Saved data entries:
★ ★ ★ ★ ★ ★ ★
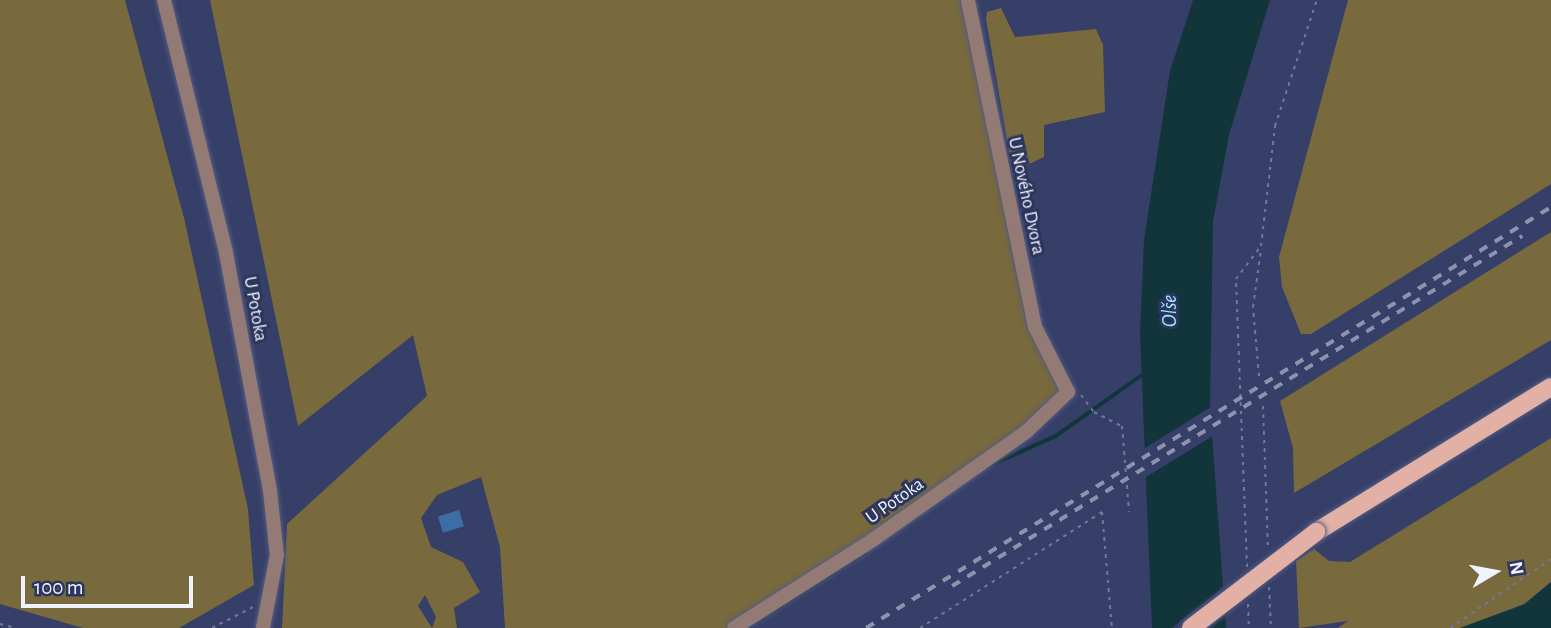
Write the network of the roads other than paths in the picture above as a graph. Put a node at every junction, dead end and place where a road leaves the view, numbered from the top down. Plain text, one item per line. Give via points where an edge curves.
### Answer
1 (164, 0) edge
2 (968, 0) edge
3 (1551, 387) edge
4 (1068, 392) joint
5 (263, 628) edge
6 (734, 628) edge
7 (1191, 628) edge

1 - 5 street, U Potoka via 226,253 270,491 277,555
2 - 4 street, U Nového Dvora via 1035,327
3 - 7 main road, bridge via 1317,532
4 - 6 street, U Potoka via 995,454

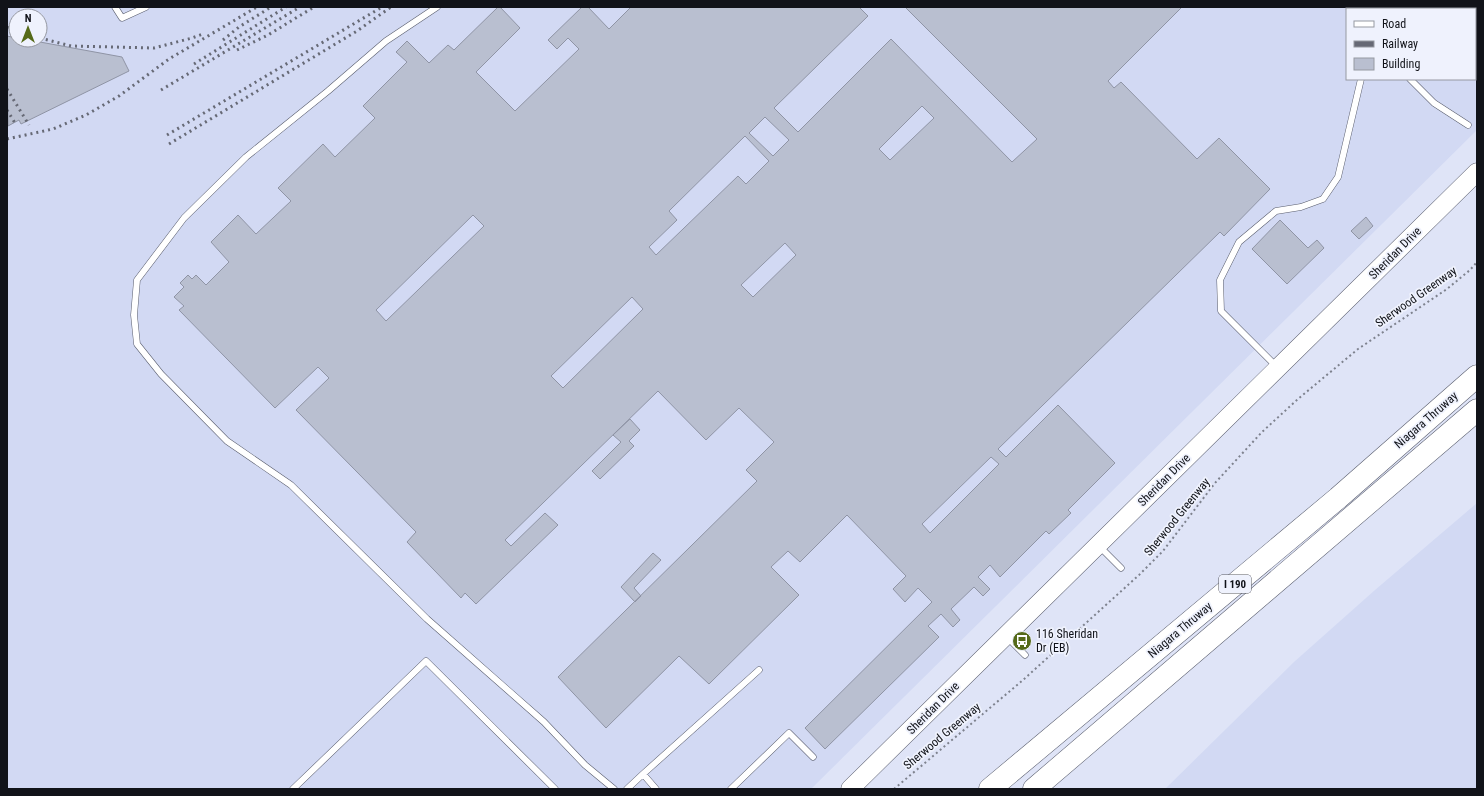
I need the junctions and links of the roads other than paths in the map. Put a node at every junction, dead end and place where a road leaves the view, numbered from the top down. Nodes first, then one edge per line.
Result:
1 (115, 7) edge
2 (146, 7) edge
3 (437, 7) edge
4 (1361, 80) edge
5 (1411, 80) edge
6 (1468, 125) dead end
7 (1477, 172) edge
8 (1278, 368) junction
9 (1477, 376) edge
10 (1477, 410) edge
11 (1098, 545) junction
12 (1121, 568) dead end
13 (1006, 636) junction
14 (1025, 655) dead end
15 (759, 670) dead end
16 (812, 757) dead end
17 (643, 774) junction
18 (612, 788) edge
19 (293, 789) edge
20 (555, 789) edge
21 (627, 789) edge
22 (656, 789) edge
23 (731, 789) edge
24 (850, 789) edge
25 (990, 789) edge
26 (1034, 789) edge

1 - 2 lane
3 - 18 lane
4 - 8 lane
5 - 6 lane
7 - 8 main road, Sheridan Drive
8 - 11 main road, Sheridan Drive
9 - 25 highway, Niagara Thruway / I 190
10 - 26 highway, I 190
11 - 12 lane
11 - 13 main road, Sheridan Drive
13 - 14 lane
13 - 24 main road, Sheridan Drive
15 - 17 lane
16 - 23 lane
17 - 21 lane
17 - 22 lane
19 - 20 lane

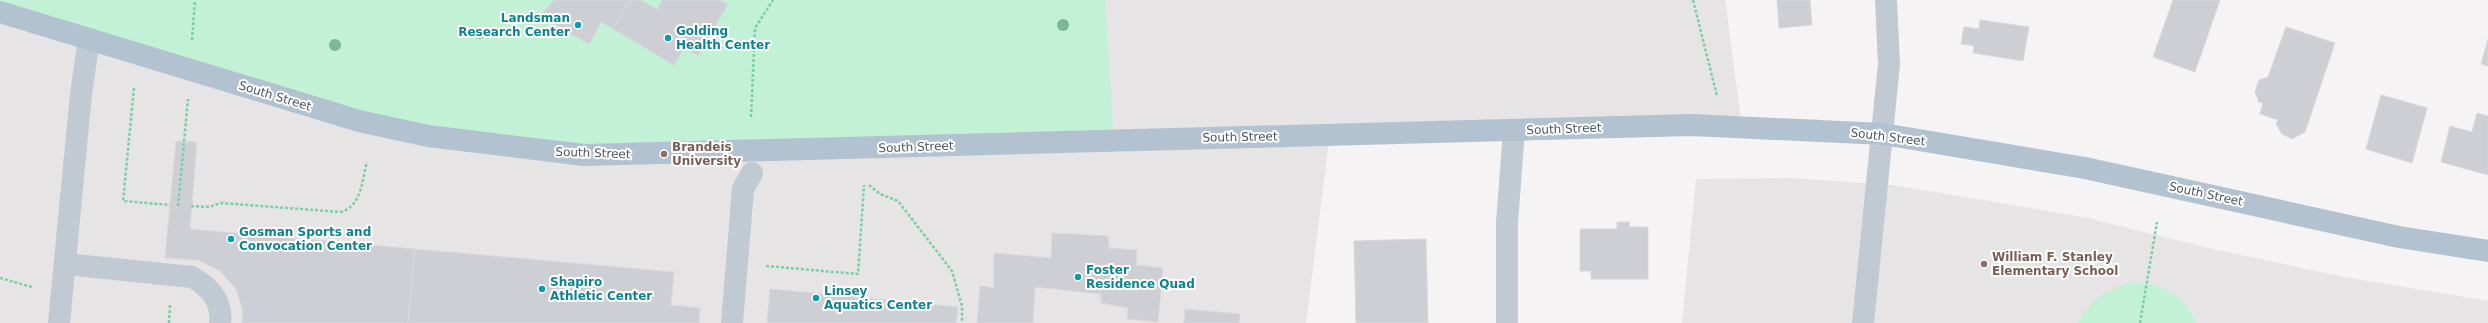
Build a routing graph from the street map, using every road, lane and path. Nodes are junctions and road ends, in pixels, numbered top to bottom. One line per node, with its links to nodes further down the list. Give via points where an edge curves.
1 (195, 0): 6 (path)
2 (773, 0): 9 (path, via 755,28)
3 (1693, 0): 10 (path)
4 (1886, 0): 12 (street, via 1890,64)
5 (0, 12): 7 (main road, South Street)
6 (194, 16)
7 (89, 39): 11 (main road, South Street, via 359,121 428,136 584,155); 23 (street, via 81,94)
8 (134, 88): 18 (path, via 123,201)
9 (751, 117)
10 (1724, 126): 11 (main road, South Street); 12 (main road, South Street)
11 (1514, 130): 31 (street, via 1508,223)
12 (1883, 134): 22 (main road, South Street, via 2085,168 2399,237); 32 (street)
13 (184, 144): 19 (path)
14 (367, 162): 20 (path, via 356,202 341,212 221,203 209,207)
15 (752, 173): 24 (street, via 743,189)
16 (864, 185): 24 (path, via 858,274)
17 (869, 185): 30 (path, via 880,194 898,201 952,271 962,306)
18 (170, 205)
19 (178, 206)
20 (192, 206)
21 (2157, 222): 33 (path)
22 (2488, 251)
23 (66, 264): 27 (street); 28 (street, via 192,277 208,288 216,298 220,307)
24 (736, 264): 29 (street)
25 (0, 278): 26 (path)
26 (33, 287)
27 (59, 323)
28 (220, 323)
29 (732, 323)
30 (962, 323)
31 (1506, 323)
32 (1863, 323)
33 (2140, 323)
★ ★ ★ ★ ★ ★ ★
TASK DESCRIPTION:
When a line in the records contains the string "view", it counts; state how many lines count, with no other words.

EXERCISE OUTPUT:
2